Retype the data that follows exactly. No pictures belong in the copy.

▶ **Stored data entries**:
'''
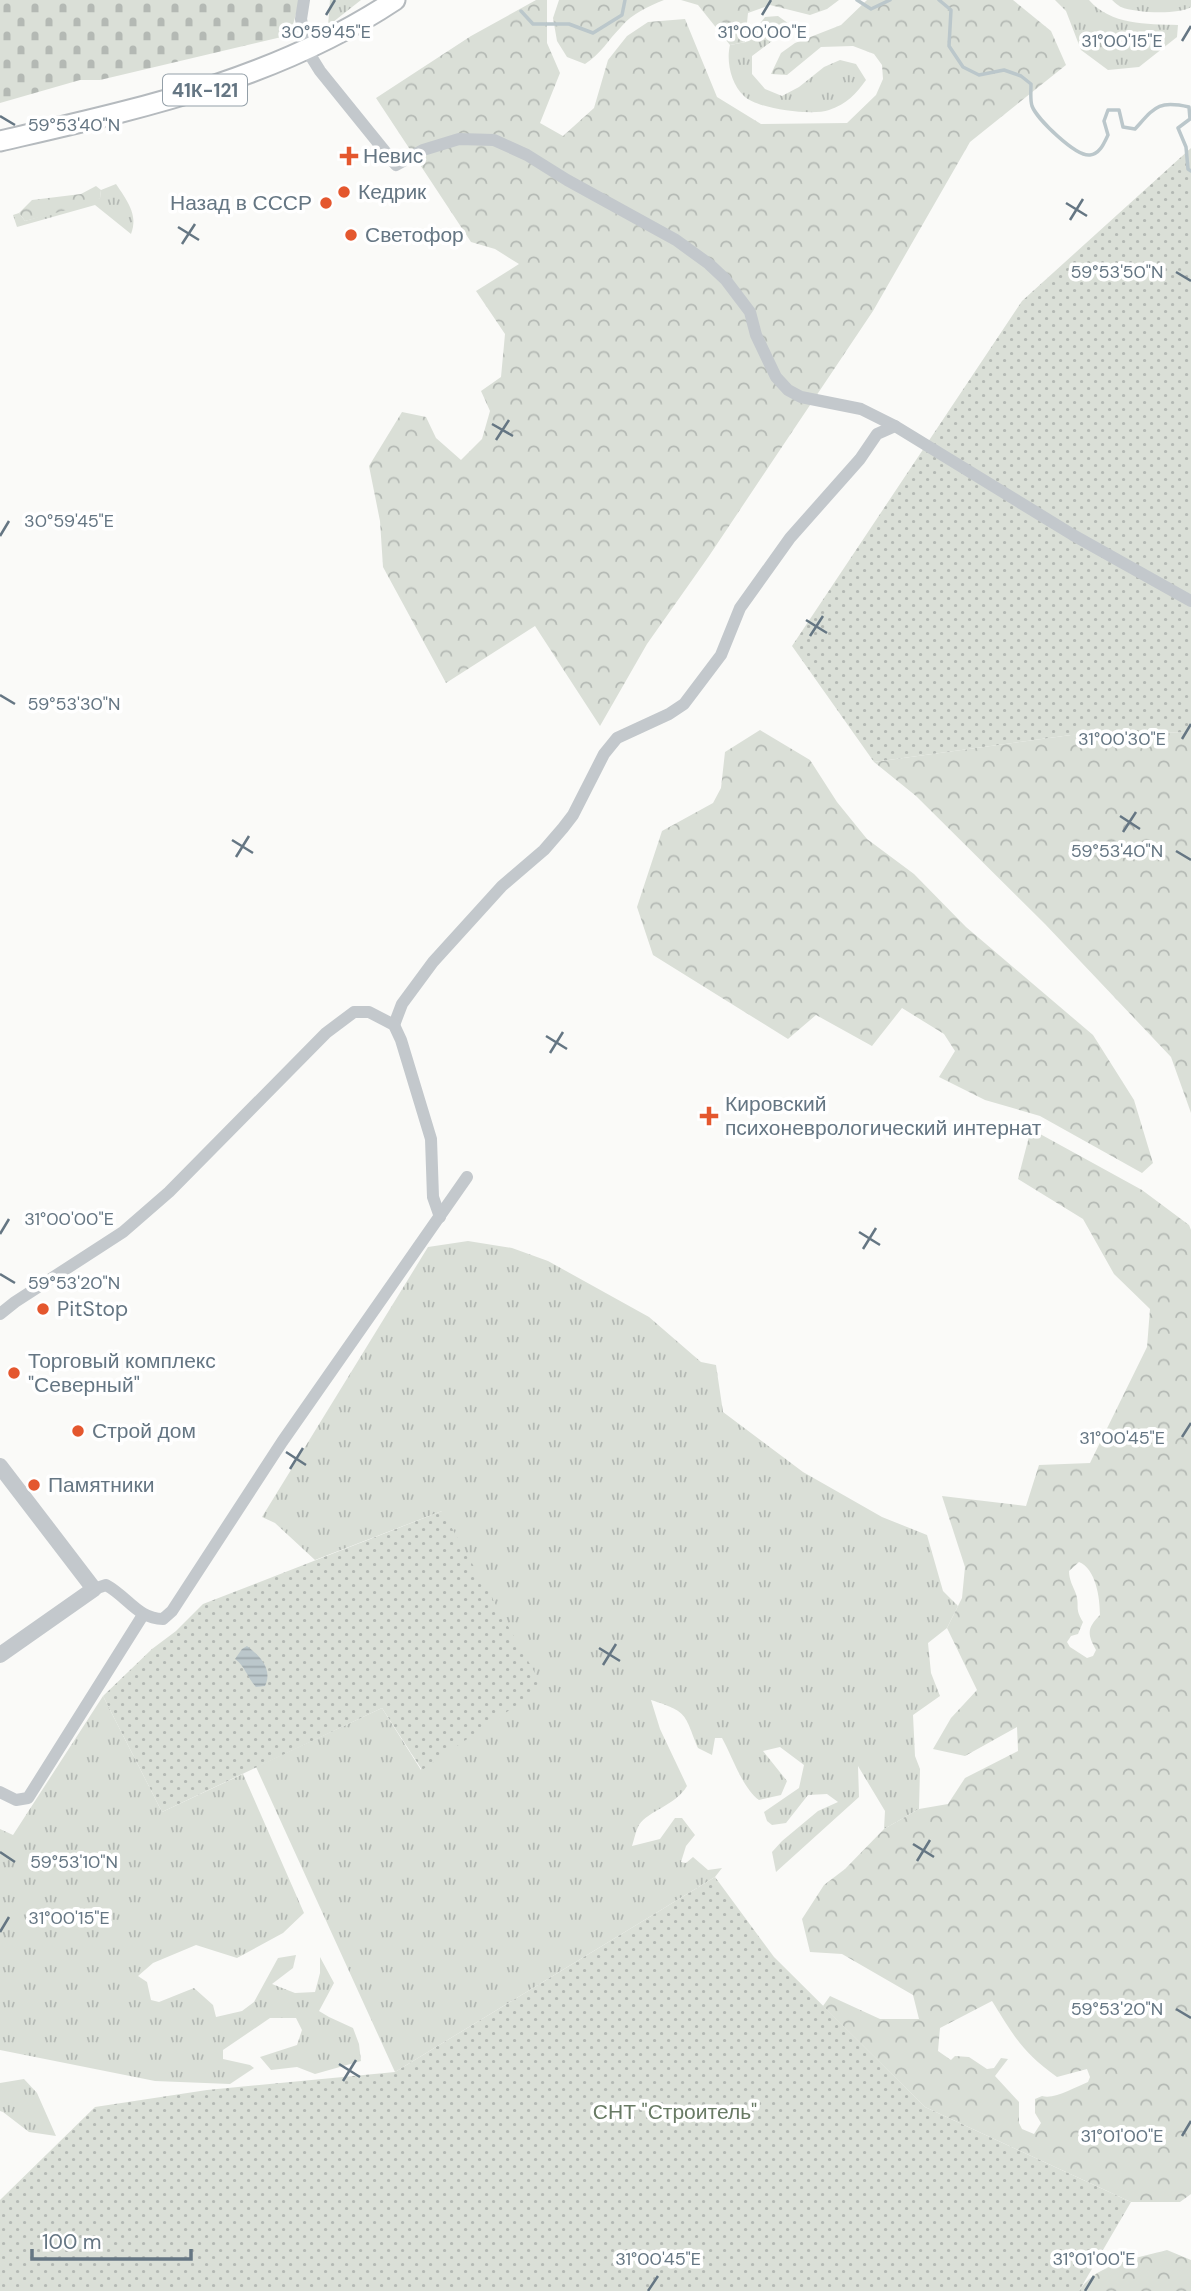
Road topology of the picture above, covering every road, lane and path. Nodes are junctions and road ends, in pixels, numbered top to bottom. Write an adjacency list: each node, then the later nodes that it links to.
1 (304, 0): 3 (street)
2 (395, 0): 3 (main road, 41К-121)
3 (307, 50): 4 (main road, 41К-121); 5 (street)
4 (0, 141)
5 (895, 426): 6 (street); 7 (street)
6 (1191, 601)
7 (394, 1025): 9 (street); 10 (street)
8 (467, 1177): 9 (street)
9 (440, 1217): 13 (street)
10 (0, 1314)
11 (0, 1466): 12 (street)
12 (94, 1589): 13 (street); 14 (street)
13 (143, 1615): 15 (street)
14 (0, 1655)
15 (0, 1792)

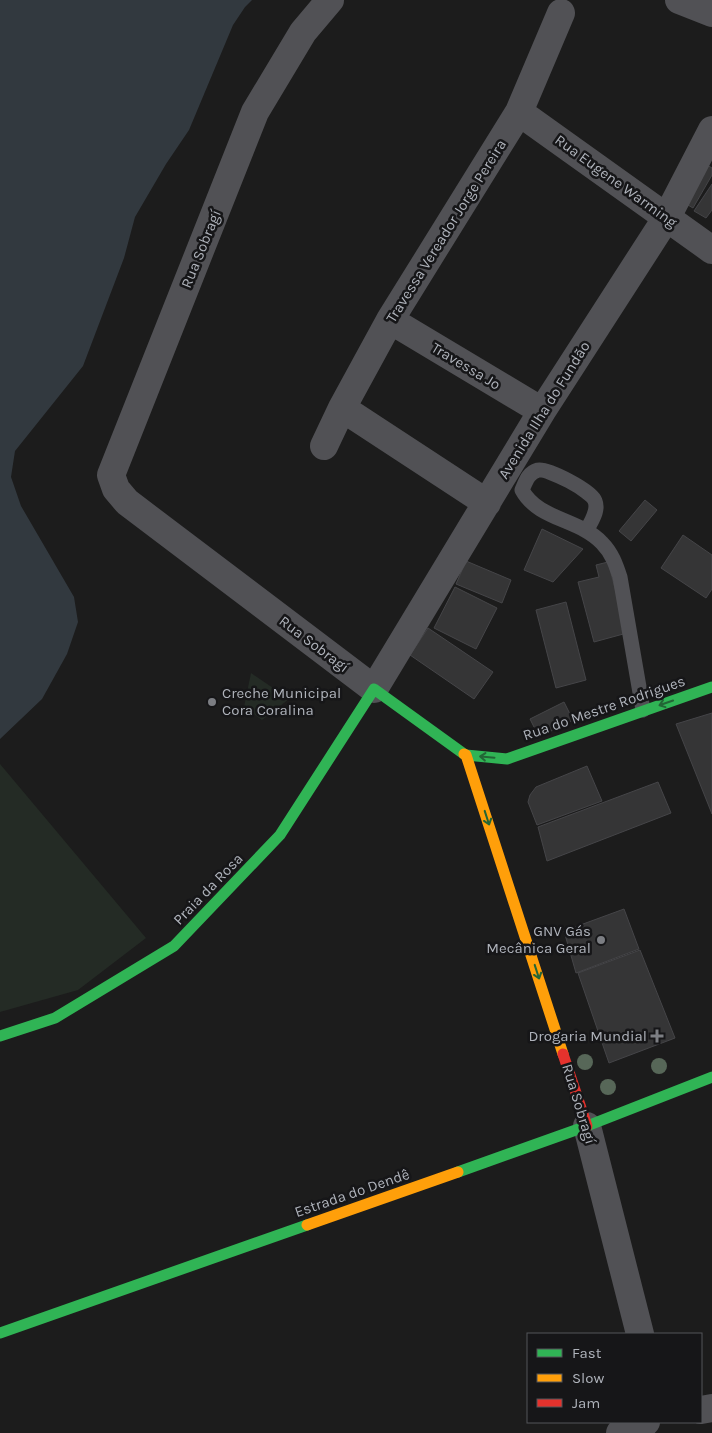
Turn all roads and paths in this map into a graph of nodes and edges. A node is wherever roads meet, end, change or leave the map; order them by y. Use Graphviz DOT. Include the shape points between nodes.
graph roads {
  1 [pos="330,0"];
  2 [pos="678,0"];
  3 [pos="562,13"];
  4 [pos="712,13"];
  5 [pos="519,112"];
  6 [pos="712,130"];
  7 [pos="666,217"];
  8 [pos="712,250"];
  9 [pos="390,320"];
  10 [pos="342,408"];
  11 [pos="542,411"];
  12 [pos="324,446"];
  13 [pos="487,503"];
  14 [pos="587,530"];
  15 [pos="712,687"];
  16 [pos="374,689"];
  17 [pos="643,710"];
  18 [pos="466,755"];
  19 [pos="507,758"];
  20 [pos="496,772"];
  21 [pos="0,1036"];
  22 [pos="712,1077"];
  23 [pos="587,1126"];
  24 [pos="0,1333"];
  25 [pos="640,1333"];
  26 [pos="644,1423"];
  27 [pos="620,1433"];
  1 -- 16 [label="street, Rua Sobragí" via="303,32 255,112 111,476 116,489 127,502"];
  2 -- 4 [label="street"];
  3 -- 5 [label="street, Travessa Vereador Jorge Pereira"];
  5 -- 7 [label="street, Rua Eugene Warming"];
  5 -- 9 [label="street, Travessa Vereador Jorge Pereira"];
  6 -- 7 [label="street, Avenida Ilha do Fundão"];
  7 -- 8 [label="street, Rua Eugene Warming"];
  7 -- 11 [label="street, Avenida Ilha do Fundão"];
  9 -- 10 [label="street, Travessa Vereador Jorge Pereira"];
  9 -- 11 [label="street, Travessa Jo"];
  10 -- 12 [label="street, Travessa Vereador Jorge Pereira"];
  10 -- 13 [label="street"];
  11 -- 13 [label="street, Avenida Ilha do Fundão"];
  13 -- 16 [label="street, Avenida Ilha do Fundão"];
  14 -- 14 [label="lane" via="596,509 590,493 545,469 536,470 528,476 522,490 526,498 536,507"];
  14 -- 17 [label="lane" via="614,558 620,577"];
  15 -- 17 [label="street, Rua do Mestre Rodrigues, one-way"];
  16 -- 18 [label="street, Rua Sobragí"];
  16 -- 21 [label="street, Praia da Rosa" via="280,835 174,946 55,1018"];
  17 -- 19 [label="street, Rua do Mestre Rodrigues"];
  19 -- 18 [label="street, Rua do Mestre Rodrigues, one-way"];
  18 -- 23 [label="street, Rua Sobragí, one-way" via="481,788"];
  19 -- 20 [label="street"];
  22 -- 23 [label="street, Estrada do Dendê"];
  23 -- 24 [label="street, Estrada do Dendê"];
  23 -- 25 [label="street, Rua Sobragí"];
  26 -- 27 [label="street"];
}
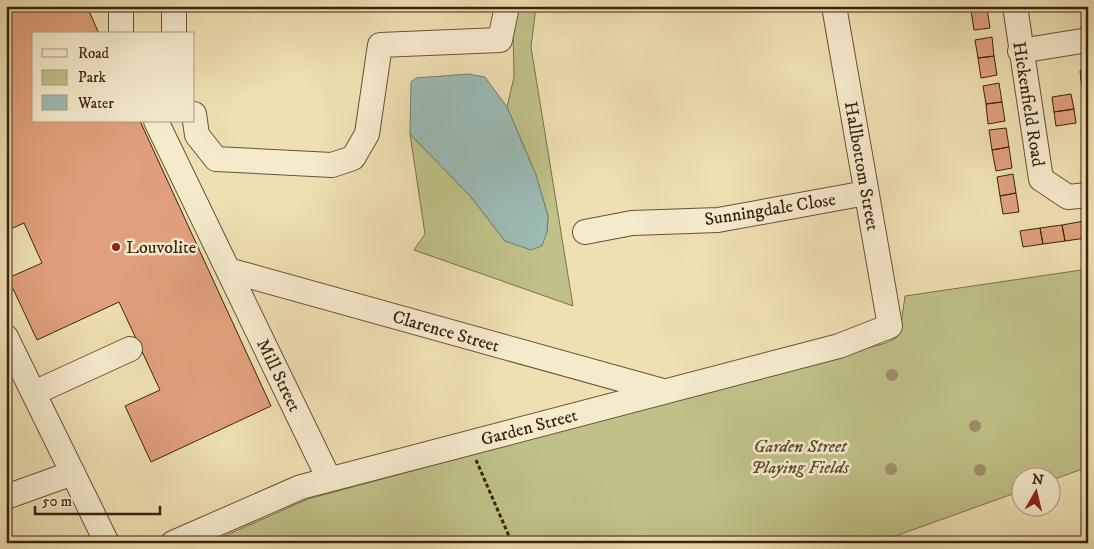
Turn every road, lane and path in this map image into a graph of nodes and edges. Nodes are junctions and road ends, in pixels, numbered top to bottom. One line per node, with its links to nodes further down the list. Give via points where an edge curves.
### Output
'''
▶ **Answer to this task**:
Road topology of the picture above, covering every road, lane and path. Nodes are junctions and road ends, in pixels, numbered top to bottom. Write an adjacency list: each node, then the later nodes that it links to.
1 (304, 0): 3 (street)
2 (395, 0): 3 (main road, 41К-121)
3 (307, 50): 4 (main road, 41К-121); 5 (street)
4 (0, 141)
5 (895, 426): 6 (street); 7 (street)
6 (1191, 601)
7 (394, 1025): 9 (street); 10 (street)
8 (467, 1177): 9 (street)
9 (440, 1217): 13 (street)
10 (0, 1314)
11 (0, 1466): 12 (street)
12 (94, 1589): 13 (street); 14 (street)
13 (143, 1615): 15 (street)
14 (0, 1655)
15 (0, 1792)

Turn all roads and paths in this map into a graph of nodes and edges. A node is wherever roads meet, end, change or leave the map; order them by y. Use Graphviz DOT. Include the shape points between nodes.
graph roads {
  1 [pos="330,0"];
  2 [pos="678,0"];
  3 [pos="562,13"];
  4 [pos="712,13"];
  5 [pos="519,112"];
  6 [pos="712,130"];
  7 [pos="666,217"];
  8 [pos="712,250"];
  9 [pos="390,320"];
  10 [pos="342,408"];
  11 [pos="542,411"];
  12 [pos="324,446"];
  13 [pos="487,503"];
  14 [pos="587,530"];
  15 [pos="712,687"];
  16 [pos="374,689"];
  17 [pos="643,710"];
  18 [pos="466,755"];
  19 [pos="507,758"];
  20 [pos="496,772"];
  21 [pos="0,1036"];
  22 [pos="712,1077"];
  23 [pos="587,1126"];
  24 [pos="0,1333"];
  25 [pos="640,1333"];
  26 [pos="644,1423"];
  27 [pos="620,1433"];
  1 -- 16 [label="street, Rua Sobragí" via="303,32 255,112 111,476 116,489 127,502"];
  2 -- 4 [label="street"];
  3 -- 5 [label="street, Travessa Vereador Jorge Pereira"];
  5 -- 7 [label="street, Rua Eugene Warming"];
  5 -- 9 [label="street, Travessa Vereador Jorge Pereira"];
  6 -- 7 [label="street, Avenida Ilha do Fundão"];
  7 -- 8 [label="street, Rua Eugene Warming"];
  7 -- 11 [label="street, Avenida Ilha do Fundão"];
  9 -- 10 [label="street, Travessa Vereador Jorge Pereira"];
  9 -- 11 [label="street, Travessa Jo"];
  10 -- 12 [label="street, Travessa Vereador Jorge Pereira"];
  10 -- 13 [label="street"];
  11 -- 13 [label="street, Avenida Ilha do Fundão"];
  13 -- 16 [label="street, Avenida Ilha do Fundão"];
  14 -- 14 [label="lane" via="596,509 590,493 545,469 536,470 528,476 522,490 526,498 536,507"];
  14 -- 17 [label="lane" via="614,558 620,577"];
  15 -- 17 [label="street, Rua do Mestre Rodrigues, one-way"];
  16 -- 18 [label="street, Rua Sobragí"];
  16 -- 21 [label="street, Praia da Rosa" via="280,835 174,946 55,1018"];
  17 -- 19 [label="street, Rua do Mestre Rodrigues"];
  19 -- 18 [label="street, Rua do Mestre Rodrigues, one-way"];
  18 -- 23 [label="street, Rua Sobragí, one-way" via="481,788"];
  19 -- 20 [label="street"];
  22 -- 23 [label="street, Estrada do Dendê"];
  23 -- 24 [label="street, Estrada do Dendê"];
  23 -- 25 [label="street, Rua Sobragí"];
  26 -- 27 [label="street"];
}
Turn every road, lane and path in this map image into a graph of nodes and edges. Nodes are junctions and road ends, in pixels, numbered top to bottom. One line per node, with its links to nodes further down the list. Give via points where an edge curves.
### Output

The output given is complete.